SUSTAINABILITY IN METALS & MINERALS SECTOR IN THE ERA OF GEO-POLITICAL & ECONOMIC UNCERTAINITIES

Human civilization is becoming increasingly technology oriented. Technology is the study of that branch of knowledge which enables shaping of resources for some useful purpose. Resources are tangible and intangible both. Tangible resources are equipment, hardware, materials etc whereas intangibles include data, software, information, knowledge etc. Tangible part of technology needs metals and minerals. Availability of metals and minerals are limited, for some items, reserves are fast going deep.
Humans are homo sapiens (“man the thinker”) which made them homo faber (“man the maker”). Aristotle had said – ‘man is by nature a political animal’ Humans are also homo æconomicus, or the economic man of the world. Permutation and combinations of these four characteristics determine political and economical dynamics at global level which in turn affect trades. Under these circumstances, for the sake of economics and security, it is essential to take measures to meet the growing demand of metals and minerals.

Apart from exploration and mining in newer areas and increasing production, followings are suggested for long term sustainability in metals and minerals sector:
(A) Augmenting supply of metals & minerals
1. Increasing life span of metals: Life span of metals vary from metal to metal. Moreover, metals used in defence-equipment and space exploration are having single life and are considered as consumed. Efforts are to be made to increase lifespan of metals used in other sectors.
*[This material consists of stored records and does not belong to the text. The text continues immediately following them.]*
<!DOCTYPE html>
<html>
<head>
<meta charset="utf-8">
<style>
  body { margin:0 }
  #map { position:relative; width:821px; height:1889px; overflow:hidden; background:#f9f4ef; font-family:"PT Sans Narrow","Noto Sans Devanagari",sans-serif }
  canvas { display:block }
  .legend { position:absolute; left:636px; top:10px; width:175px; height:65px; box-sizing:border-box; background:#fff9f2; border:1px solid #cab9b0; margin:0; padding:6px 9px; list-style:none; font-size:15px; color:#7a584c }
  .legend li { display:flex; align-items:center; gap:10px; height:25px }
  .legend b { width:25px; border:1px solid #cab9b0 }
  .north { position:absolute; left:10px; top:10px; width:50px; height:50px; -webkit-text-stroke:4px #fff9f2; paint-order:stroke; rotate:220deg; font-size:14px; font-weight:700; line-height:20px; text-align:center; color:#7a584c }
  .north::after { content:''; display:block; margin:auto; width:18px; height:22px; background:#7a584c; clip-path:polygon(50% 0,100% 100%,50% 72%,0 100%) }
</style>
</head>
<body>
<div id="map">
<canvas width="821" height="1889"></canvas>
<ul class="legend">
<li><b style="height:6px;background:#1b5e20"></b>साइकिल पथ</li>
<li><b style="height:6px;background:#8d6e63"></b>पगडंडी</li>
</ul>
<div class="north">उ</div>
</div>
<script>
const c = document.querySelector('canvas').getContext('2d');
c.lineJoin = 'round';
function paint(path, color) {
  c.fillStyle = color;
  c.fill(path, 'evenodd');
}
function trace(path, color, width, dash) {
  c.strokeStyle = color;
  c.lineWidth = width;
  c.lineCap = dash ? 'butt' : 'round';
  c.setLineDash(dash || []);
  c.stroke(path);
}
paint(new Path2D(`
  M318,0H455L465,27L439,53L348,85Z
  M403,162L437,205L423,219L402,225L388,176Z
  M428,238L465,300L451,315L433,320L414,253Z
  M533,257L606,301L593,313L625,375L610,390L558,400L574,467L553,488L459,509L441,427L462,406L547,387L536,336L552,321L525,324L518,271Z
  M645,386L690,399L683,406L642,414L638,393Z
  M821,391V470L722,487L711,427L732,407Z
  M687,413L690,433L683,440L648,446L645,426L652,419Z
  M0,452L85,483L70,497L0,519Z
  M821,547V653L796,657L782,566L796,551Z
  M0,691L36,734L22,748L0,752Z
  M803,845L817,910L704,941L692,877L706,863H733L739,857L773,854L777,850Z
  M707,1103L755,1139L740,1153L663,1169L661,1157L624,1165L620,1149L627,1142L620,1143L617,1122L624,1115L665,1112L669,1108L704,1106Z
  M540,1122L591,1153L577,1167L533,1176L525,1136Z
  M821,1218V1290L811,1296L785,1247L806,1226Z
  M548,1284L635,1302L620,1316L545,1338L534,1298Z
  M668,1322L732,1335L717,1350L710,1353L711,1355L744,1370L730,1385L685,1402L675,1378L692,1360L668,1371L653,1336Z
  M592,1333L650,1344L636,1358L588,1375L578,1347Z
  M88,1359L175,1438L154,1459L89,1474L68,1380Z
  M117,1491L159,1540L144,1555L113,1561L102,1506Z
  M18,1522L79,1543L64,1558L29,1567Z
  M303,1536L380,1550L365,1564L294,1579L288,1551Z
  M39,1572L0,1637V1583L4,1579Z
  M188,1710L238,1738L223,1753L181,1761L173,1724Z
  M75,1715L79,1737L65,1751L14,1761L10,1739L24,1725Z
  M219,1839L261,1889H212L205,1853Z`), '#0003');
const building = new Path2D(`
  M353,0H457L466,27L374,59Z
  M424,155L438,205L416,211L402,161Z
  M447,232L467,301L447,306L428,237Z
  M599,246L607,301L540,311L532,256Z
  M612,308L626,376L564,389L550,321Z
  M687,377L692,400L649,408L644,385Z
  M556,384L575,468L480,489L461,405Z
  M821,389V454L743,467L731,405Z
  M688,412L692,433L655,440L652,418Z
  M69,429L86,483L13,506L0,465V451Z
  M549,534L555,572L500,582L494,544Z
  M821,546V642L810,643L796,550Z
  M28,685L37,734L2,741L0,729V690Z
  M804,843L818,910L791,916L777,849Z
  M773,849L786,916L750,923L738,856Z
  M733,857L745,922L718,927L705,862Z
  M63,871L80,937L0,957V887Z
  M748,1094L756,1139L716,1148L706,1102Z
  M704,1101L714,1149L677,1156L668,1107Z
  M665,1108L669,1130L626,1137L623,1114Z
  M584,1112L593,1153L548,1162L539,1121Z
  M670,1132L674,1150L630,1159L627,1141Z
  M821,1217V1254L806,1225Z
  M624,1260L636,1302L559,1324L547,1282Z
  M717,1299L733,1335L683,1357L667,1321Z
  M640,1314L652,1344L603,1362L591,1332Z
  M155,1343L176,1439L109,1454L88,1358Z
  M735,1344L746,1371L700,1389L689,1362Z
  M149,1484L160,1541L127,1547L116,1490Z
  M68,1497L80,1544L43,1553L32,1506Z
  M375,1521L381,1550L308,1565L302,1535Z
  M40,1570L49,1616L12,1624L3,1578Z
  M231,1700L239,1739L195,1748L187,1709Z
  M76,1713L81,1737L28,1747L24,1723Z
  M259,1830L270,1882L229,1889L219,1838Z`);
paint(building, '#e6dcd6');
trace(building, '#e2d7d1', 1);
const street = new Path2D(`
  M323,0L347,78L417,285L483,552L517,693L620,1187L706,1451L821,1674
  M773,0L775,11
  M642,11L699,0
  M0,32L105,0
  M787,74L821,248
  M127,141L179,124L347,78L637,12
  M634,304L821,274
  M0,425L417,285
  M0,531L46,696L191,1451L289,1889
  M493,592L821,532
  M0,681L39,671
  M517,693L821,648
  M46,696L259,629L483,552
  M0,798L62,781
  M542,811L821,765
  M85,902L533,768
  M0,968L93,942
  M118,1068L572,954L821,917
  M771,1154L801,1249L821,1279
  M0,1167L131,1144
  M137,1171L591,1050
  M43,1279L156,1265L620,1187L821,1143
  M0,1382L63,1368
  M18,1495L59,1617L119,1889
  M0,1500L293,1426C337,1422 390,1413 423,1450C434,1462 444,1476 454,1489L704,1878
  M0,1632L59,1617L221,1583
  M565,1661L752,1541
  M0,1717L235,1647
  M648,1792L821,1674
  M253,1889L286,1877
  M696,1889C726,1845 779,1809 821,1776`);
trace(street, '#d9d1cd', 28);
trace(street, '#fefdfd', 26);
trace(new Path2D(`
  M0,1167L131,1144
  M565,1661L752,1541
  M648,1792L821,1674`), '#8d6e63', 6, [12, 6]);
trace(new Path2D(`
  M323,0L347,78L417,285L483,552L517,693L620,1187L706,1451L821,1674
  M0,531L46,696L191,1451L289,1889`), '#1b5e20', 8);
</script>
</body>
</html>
RRR (Recycle, Reuse & Reduce)
2. Use of alternate resources: Use of inorganic polymers and similar items need to be explored.
3. Fullest utilization of extracted minerals: Hundred percent utilization of minerals / mine-products are to be ensured. If required, Plant & Machineries using the minerals need to be upgraded / replaced.
4. Beneficiation and enrichment processes based on Physics of Non-destructive Evaluation: Environment friendly beneficiation processes based on Physics of Non-destructive Evaluation technology enables obtaining different grades of minerals within the same RoM (Run of Mine) products.

(B) Minimizing requirement of metals and minerals:
1. Extended Life Program for Capital Equipment: Instead of scrapping, end of life of an equipment may be extended through upgradation / rehabilitation / overhauling etc.
2. Increase in life expectancy norms of capital assets: Instead determining life on the basis of depreciation rate, life expectancy norms are to be decided on the basis of feasibility of increasing life from the prevailing norms.
3. Optimisation of Capacity / Weight of equipment, where possible: Weight of an equipment depends upon the content of metals. Capacity of an equipment depends on many factors other than sturdiness or robustness of an equipment. Higher capacity equipment even with marginal increase in weight content need to be considered during procurement process.
Conclusion:
To cope up with the challenges posed by ensuing trade war as well as scarcity of reserves of some minerals, the system should be flexible and responsive to change. Adoption to the changing conditions is need of the hour. Research & Development in metal and mining sectors, polymer and oligomer technology need to be emphasised and promoted by incentivisation.